This week on The Sound Kitchen you’ll hear the answer to the question about Mikhail Baryshnikov from the True Russia Collective. There’s information about Planète Radio’s ePOP video competition which you should all enter, great music, and of course, the new quiz question, too. Just click on the “Audio” arrow above and enjoy!
Hello everyone! Welcome to The Sound Kitchen weekly podcast, published every Saturday – here on our website, or wherever you get your podcasts. You’ll hear the winner’s names announced and the week’s quiz question, along with all the other ingredients you’ve grown accustomed to: your letters and essays, “On This Day”, quirky facts and news, interviews, and great music … so be sure and listen every week.
RFI Planète Radio is sponsoring a video contest, and we want you to enter. The deadline is tomorrow, 1 May – so get your video in today!

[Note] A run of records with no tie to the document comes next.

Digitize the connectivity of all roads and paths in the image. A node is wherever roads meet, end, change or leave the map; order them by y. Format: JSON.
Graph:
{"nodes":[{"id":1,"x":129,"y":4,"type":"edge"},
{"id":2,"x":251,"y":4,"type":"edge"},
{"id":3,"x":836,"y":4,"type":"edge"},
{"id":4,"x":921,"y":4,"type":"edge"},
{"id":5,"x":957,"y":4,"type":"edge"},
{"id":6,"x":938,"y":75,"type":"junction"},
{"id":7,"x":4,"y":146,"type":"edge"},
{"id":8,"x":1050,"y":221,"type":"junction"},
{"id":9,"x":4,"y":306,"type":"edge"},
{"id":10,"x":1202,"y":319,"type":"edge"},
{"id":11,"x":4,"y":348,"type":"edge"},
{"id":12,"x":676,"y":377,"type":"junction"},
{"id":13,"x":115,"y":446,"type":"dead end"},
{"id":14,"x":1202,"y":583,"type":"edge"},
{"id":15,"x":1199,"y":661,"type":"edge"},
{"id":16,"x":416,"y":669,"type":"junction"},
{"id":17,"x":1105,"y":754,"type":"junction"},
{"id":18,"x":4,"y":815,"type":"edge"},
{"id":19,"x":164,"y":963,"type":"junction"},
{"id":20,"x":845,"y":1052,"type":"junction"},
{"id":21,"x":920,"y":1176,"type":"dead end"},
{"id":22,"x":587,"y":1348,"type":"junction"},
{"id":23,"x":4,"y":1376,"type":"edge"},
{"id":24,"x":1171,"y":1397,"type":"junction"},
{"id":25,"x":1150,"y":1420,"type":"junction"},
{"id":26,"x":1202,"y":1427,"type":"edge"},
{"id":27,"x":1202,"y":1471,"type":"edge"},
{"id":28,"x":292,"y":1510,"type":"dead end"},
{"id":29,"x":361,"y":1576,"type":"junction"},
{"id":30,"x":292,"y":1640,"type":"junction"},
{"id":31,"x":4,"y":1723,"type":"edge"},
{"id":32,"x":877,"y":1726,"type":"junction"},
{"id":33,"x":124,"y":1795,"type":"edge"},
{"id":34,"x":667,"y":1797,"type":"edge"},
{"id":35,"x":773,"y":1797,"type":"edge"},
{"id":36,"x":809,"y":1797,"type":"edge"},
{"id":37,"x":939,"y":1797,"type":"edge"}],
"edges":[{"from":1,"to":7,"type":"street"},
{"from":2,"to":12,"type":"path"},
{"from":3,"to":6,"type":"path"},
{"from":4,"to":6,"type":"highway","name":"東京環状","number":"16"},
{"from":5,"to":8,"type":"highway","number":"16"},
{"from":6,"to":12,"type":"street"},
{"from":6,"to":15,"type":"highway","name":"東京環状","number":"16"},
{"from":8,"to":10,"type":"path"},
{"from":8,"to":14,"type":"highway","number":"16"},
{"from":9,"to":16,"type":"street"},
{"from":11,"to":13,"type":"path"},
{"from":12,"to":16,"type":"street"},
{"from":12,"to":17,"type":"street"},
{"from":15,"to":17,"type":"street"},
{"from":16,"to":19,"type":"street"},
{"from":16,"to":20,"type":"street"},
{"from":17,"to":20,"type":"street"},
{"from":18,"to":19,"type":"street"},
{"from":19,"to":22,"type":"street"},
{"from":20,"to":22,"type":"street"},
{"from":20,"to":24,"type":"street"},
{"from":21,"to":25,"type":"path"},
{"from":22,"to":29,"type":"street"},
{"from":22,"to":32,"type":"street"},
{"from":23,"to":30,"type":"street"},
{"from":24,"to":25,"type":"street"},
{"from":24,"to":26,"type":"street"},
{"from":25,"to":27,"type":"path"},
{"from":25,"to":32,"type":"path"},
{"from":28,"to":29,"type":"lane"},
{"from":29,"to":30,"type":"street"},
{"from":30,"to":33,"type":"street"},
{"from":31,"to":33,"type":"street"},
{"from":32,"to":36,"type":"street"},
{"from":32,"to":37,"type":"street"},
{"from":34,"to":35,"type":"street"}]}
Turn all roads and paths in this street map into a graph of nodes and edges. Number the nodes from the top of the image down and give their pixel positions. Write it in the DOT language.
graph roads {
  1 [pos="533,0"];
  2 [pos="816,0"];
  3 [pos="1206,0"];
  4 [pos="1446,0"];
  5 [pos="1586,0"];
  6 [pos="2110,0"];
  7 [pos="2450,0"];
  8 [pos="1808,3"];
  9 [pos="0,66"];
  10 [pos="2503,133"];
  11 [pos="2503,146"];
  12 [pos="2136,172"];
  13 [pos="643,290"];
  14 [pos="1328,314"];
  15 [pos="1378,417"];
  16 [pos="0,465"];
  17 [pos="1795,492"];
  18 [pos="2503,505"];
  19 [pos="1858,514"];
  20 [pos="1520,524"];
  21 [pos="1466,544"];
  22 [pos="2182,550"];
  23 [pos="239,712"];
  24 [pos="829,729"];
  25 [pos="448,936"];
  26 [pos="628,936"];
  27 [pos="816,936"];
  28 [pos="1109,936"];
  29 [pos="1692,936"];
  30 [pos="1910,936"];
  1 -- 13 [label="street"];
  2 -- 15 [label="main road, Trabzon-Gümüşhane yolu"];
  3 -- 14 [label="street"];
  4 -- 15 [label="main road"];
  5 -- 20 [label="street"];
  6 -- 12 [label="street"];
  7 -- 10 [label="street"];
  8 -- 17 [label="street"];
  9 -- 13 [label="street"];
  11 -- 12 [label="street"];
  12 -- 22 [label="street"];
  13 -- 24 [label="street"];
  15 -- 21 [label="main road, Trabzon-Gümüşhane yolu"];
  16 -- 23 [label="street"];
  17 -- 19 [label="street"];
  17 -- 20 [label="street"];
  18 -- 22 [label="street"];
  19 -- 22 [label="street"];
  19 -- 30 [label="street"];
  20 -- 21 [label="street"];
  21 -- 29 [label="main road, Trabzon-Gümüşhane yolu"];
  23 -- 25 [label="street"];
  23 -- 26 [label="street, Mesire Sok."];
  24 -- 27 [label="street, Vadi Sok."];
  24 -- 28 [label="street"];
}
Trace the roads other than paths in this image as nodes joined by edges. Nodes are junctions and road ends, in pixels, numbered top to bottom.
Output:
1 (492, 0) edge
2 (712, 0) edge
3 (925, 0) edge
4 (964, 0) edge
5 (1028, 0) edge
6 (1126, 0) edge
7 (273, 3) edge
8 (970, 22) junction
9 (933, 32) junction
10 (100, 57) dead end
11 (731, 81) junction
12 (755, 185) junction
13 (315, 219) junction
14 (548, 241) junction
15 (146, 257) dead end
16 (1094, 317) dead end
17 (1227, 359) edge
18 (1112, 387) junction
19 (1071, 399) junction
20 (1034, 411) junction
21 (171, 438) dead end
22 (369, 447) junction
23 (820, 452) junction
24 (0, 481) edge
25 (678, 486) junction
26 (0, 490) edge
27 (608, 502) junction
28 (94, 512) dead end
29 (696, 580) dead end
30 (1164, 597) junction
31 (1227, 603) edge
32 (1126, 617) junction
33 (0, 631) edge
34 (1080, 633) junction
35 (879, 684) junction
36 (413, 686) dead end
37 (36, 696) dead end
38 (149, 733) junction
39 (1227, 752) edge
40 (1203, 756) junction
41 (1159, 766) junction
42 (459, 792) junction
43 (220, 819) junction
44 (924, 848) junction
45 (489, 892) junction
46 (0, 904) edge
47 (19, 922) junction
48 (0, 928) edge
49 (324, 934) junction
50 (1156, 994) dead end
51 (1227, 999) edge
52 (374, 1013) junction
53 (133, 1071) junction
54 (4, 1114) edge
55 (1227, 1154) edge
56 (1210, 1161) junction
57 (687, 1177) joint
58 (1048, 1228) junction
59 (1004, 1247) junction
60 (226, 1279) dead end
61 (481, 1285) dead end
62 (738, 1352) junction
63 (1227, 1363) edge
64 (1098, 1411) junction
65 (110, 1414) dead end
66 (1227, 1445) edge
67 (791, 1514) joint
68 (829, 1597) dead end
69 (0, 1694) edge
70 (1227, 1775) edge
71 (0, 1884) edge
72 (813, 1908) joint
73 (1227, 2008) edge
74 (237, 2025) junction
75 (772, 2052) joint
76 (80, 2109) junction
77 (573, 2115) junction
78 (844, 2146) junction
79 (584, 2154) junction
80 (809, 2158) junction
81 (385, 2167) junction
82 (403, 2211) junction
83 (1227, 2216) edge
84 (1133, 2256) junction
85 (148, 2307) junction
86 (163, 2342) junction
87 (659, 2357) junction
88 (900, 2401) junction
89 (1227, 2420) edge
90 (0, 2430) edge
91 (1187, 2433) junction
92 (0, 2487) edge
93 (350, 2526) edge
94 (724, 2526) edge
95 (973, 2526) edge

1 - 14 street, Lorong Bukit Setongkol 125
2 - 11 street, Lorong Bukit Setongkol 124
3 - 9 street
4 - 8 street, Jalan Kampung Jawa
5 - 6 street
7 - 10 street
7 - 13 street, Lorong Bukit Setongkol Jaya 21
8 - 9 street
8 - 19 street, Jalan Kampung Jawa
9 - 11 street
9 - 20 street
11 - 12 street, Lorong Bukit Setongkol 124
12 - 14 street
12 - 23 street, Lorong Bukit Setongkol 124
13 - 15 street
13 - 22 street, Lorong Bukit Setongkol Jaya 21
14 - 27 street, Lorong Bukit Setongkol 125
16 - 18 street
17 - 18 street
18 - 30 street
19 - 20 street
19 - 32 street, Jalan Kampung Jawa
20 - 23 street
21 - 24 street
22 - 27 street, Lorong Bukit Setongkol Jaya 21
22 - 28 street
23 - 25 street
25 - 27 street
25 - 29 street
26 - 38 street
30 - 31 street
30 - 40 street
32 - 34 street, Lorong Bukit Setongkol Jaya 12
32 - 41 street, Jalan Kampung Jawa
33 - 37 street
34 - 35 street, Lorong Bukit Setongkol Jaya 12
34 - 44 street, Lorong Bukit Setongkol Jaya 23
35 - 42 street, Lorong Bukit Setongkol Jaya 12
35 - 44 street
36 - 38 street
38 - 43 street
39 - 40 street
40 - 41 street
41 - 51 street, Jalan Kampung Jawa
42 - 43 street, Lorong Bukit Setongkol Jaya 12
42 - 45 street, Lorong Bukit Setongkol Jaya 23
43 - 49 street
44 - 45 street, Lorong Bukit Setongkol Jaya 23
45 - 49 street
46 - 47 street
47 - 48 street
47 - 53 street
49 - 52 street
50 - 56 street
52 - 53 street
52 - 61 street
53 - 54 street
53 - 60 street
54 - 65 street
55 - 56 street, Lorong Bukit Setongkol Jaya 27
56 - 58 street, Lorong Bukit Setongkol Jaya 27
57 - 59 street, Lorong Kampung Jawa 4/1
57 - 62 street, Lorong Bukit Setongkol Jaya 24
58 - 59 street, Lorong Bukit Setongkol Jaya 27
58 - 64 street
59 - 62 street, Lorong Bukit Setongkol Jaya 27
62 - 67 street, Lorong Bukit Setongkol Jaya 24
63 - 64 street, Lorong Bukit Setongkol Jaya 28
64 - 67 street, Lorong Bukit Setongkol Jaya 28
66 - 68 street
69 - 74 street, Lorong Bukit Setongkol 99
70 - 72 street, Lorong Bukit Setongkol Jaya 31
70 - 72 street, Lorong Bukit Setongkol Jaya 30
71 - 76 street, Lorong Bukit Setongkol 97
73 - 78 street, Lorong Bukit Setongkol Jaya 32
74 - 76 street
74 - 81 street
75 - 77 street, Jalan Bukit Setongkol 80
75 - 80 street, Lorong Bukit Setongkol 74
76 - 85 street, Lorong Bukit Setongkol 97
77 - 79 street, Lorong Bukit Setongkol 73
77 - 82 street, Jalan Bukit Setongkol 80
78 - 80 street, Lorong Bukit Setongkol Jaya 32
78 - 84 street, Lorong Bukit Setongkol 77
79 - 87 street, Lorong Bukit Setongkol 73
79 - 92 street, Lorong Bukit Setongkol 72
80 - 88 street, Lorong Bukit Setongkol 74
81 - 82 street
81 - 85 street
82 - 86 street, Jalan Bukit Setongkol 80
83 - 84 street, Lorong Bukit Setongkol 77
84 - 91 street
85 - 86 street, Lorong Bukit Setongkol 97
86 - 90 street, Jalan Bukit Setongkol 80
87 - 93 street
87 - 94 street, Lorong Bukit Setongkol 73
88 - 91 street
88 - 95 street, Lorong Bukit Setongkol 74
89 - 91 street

Planète Radio is an RFI department that reaches out to remote populations around the world. For the fourth consecutive year, Planète Radio is holding a video competition on environmental issues. The theme of this year’s competition is “Show how they feel”: You are to create a 3-minute video about climate change, the environment, pollution - told by the people it affects. Here’s what Planète Radio says about the competition:
“Environmental deterioration, climate change, pollution, everybody's talking about it. But amid articles, figures, and expert reports, what do we really know about the feelings of the people already impacted? The video clips produced by the ePOP community in more than 50 countries allow us to hear from those who never ask for anything yet have seen it all - those who are already living with these changes that deteriorate their quality of life.”
Your project can be intergenerational: Get together with your grandfather, your aunt, someone older in your community and ask them how they feel about what is happening to their surroundings or to the place where they grew up.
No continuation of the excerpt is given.